AI Scorecard Guidelines | Scorebuddy Help Center

1. Question Text = Title

Keep the question text short (1–3 words).
Think of it as a reporting label, not the full question.

Empathy, Verification, Resolution, Tone

❌ Bad: “Did the agent demonstrate empathy throughout the conversation?”
✅ Good: “Empathy”

2. Tip/Guidance = Structured Rubric

Each question should have a detailed Tip/Guidance section that acts like a mini scoring rubric. This ensures evaluators (and AI) know exactly what is being measured and how to apply each answer option.

Structure your guidance as follows:

Full Question (in natural language) – state what you are asking.
Scoring Instructions – explain what each answer option means.
Examples – give concrete examples of poor, mid, and excellent performance.
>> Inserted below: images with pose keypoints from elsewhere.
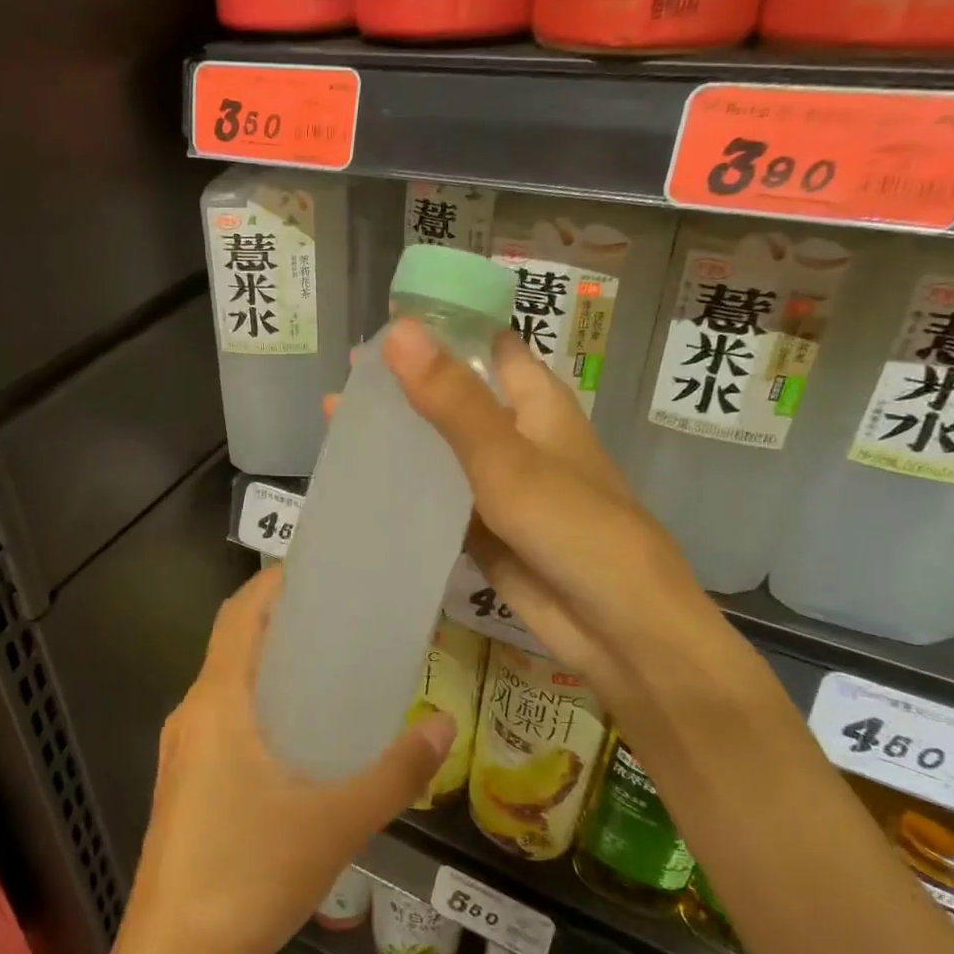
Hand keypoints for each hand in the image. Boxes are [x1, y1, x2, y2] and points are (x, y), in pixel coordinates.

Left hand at [117, 567, 455, 953]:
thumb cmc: (249, 878)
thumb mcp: (336, 823)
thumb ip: (395, 772)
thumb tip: (443, 725)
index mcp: (217, 703)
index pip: (238, 615)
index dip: (272, 583)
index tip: (318, 570)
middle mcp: (192, 714)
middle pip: (234, 644)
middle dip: (282, 622)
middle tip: (343, 618)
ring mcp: (182, 751)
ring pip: (228, 685)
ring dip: (271, 667)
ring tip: (331, 670)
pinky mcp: (184, 783)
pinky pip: (223, 721)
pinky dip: (260, 706)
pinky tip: (302, 738)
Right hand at [378, 319, 754, 710]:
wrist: (619, 631)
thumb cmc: (576, 530)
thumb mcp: (508, 460)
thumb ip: (452, 400)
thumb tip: (396, 330)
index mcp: (534, 400)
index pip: (483, 343)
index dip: (438, 328)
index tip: (377, 323)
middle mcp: (515, 434)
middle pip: (453, 395)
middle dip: (403, 387)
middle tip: (340, 383)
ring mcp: (498, 484)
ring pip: (440, 449)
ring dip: (399, 438)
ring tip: (335, 423)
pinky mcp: (484, 528)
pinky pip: (438, 498)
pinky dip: (405, 488)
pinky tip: (360, 483)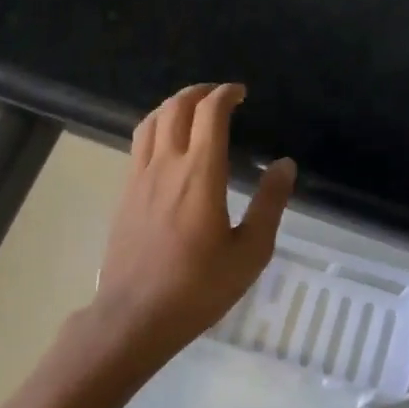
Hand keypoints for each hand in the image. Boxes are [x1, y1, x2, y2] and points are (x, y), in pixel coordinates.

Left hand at [91, 83, 295, 359]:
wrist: (136, 315)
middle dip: (199, 92)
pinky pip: (138, 144)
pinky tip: (167, 145)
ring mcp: (139, 178)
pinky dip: (156, 127)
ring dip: (173, 105)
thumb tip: (285, 164)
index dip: (226, 94)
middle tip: (220, 96)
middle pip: (176, 107)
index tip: (241, 94)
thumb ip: (269, 204)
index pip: (209, 113)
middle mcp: (166, 165)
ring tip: (192, 110)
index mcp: (200, 174)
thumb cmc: (199, 287)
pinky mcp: (124, 194)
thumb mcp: (250, 251)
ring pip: (151, 121)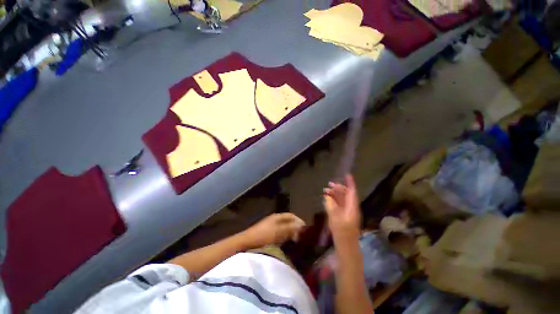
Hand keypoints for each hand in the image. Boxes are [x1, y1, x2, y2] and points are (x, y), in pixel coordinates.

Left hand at [241, 213, 305, 248]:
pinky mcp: (267, 234)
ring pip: (284, 228)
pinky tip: (287, 243)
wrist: (247, 242)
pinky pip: (279, 234)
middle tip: (302, 236)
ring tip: (296, 241)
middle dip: (295, 227)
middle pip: (288, 221)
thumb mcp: (279, 231)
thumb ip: (290, 228)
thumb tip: (302, 226)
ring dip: (290, 233)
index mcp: (277, 217)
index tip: (306, 229)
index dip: (299, 220)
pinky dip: (285, 237)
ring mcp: (270, 227)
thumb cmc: (264, 235)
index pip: (291, 215)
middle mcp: (275, 220)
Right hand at [323, 174, 360, 242]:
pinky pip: (339, 204)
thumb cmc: (342, 234)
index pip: (352, 192)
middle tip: (328, 184)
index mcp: (352, 208)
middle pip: (346, 194)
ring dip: (334, 194)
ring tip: (325, 190)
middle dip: (338, 188)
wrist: (346, 247)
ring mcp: (347, 212)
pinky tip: (327, 198)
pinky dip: (333, 200)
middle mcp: (351, 208)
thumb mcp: (335, 219)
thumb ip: (330, 206)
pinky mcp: (343, 216)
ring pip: (342, 199)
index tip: (347, 175)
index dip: (350, 183)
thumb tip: (327, 197)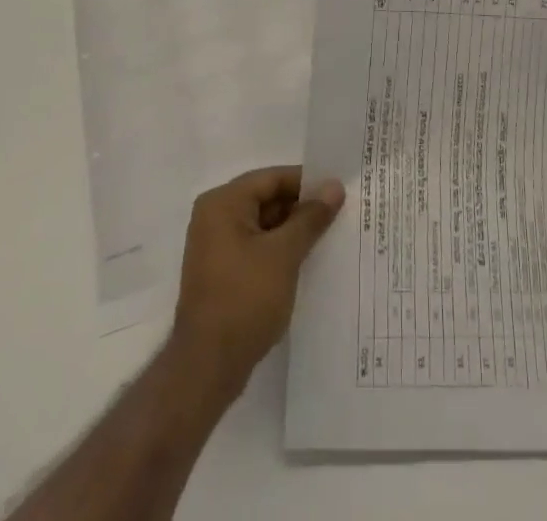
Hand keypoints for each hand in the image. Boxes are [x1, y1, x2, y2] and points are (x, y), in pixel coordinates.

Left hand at [170, 165, 344, 395]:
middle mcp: (215, 217)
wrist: (207, 368)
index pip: (271, 178)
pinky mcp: (222, 272)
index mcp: (223, 203)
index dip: (306, 182)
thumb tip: (334, 187)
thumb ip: (310, 217)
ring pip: (263, 225)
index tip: (337, 190)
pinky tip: (306, 261)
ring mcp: (216, 246)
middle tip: (339, 213)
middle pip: (266, 199)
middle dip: (301, 207)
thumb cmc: (245, 299)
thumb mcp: (284, 254)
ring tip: (329, 236)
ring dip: (292, 230)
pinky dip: (279, 250)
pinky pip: (256, 247)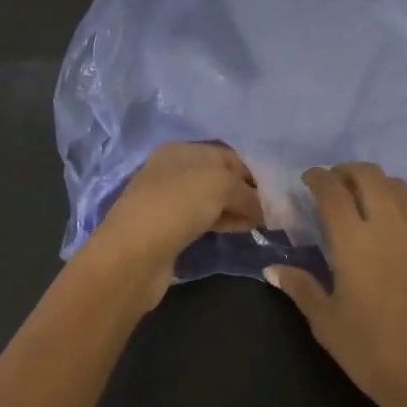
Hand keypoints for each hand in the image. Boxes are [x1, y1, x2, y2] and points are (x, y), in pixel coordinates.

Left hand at [80, 142, 263, 305]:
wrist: (133, 255)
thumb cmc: (177, 206)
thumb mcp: (220, 185)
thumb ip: (246, 192)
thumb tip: (260, 207)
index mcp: (181, 151)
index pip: (226, 155)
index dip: (251, 171)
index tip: (273, 192)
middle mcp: (172, 171)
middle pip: (219, 177)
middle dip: (245, 192)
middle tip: (270, 210)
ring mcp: (168, 201)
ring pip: (212, 200)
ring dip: (236, 209)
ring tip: (260, 224)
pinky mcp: (168, 229)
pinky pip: (203, 220)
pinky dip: (223, 223)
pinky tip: (240, 231)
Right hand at [267, 163, 406, 406]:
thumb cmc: (369, 351)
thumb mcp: (326, 321)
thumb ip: (300, 287)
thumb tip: (272, 270)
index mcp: (355, 241)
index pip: (333, 191)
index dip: (318, 177)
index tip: (307, 179)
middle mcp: (389, 227)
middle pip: (370, 176)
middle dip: (347, 171)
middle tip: (331, 184)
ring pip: (397, 187)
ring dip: (374, 183)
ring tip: (358, 199)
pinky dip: (394, 204)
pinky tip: (383, 229)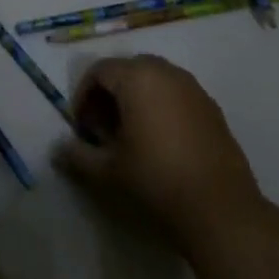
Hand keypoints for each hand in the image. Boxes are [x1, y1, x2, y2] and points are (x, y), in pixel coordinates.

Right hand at [56, 54, 260, 240]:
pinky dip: (160, 105)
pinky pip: (176, 93)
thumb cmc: (155, 180)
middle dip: (109, 94)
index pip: (99, 71)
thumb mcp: (107, 171)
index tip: (82, 128)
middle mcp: (166, 72)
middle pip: (127, 69)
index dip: (83, 96)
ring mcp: (193, 88)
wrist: (220, 209)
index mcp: (137, 77)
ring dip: (135, 98)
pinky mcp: (211, 107)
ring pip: (153, 79)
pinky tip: (160, 141)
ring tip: (130, 134)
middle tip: (102, 128)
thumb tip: (58, 149)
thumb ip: (77, 155)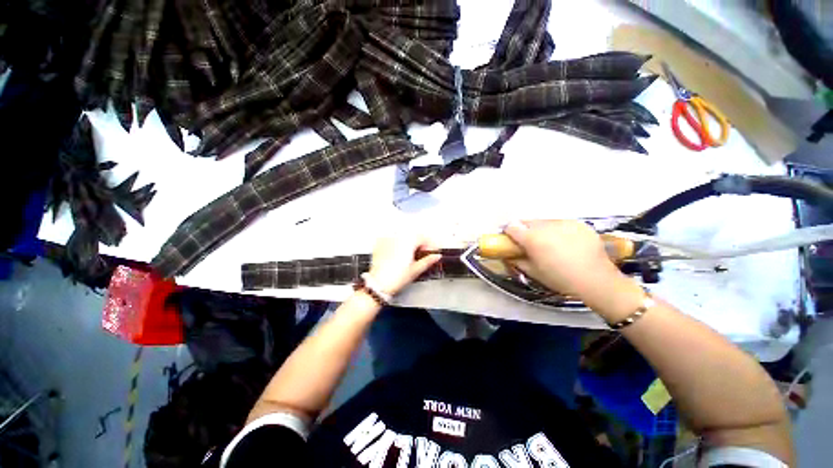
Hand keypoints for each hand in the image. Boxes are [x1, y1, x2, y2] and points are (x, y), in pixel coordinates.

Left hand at [368, 234, 440, 295]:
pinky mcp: (380, 243)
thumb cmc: (395, 278)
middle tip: (424, 254)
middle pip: (413, 235)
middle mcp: (397, 237)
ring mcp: (387, 239)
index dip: (430, 244)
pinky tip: (399, 253)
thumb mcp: (416, 270)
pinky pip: (392, 239)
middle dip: (420, 243)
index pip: (423, 237)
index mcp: (408, 241)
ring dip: (410, 242)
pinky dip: (398, 243)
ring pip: (403, 236)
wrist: (378, 284)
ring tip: (411, 254)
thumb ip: (428, 261)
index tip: (433, 251)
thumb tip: (436, 256)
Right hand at [503, 220, 622, 298]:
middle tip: (531, 243)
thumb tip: (509, 254)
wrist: (596, 279)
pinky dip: (558, 230)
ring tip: (550, 243)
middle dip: (525, 231)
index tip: (512, 241)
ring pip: (544, 222)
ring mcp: (563, 222)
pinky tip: (566, 243)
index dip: (509, 234)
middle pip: (527, 222)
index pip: (512, 227)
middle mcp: (545, 226)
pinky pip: (561, 223)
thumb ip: (517, 260)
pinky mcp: (578, 223)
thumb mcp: (533, 272)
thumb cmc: (560, 278)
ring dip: (541, 230)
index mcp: (532, 238)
Example: Empathy (1–5 Scale + N/A)

Question:

Empathy

Tip:

Did the agent demonstrate empathy towards the customer?

Scoring Guidance:

Poor: No acknowledgement of customer’s feelings; dismissive or robotic. Weak: Minimal attempt at empathy; generic phrase without personalisation.

Adequate: Acknowledges the customer but in a limited or scripted way.

Strong: Genuine empathy with personalised acknowledgement. Exceptional: Consistently empathetic throughout, with tailored and reassuring responses.

N/A – Not Applicable: Use if the customer’s statements did not provide any opportunity for empathy.

Examples:

Score Poor: “You’ll have to wait.” (No acknowledgement of frustration)

Score Adequate: “I understand this must be frustrating.” (Acknowledges but generic) Score Exceptional: “I completely understand how important this is for you — let’s fix it right away.” (Personalised and reassuring) N/A: Customer only asked for store opening hours (no emotional content).

3. Always Include N/A Where Relevant

Why: Not all behaviours apply in every interaction. Forcing a score without N/A leads to inconsistent results and may cause the AI to hallucinate.
When: Add N/A to questions on compliance, emotion, resolution, or any behaviour that may not arise in every conversation.
Benefit: Keeps scoring accurate and reporting clean.

❌ Without N/A: The AI invents empathy where none exists.
✅ With N/A: The AI cleanly excludes irrelevant behaviours.

4. Match Answer Labels to Question Type

Use the right labels for the behaviour being measured, and keep them short and simple.

Yes / No (+ N/A) → best for factual behaviours (Verification, Greeting).
Pass / Fail / N/A → best for compliance behaviours.
1–5 (+ N/A) → best for graded behaviours (Empathy, Tone, Product Knowledge).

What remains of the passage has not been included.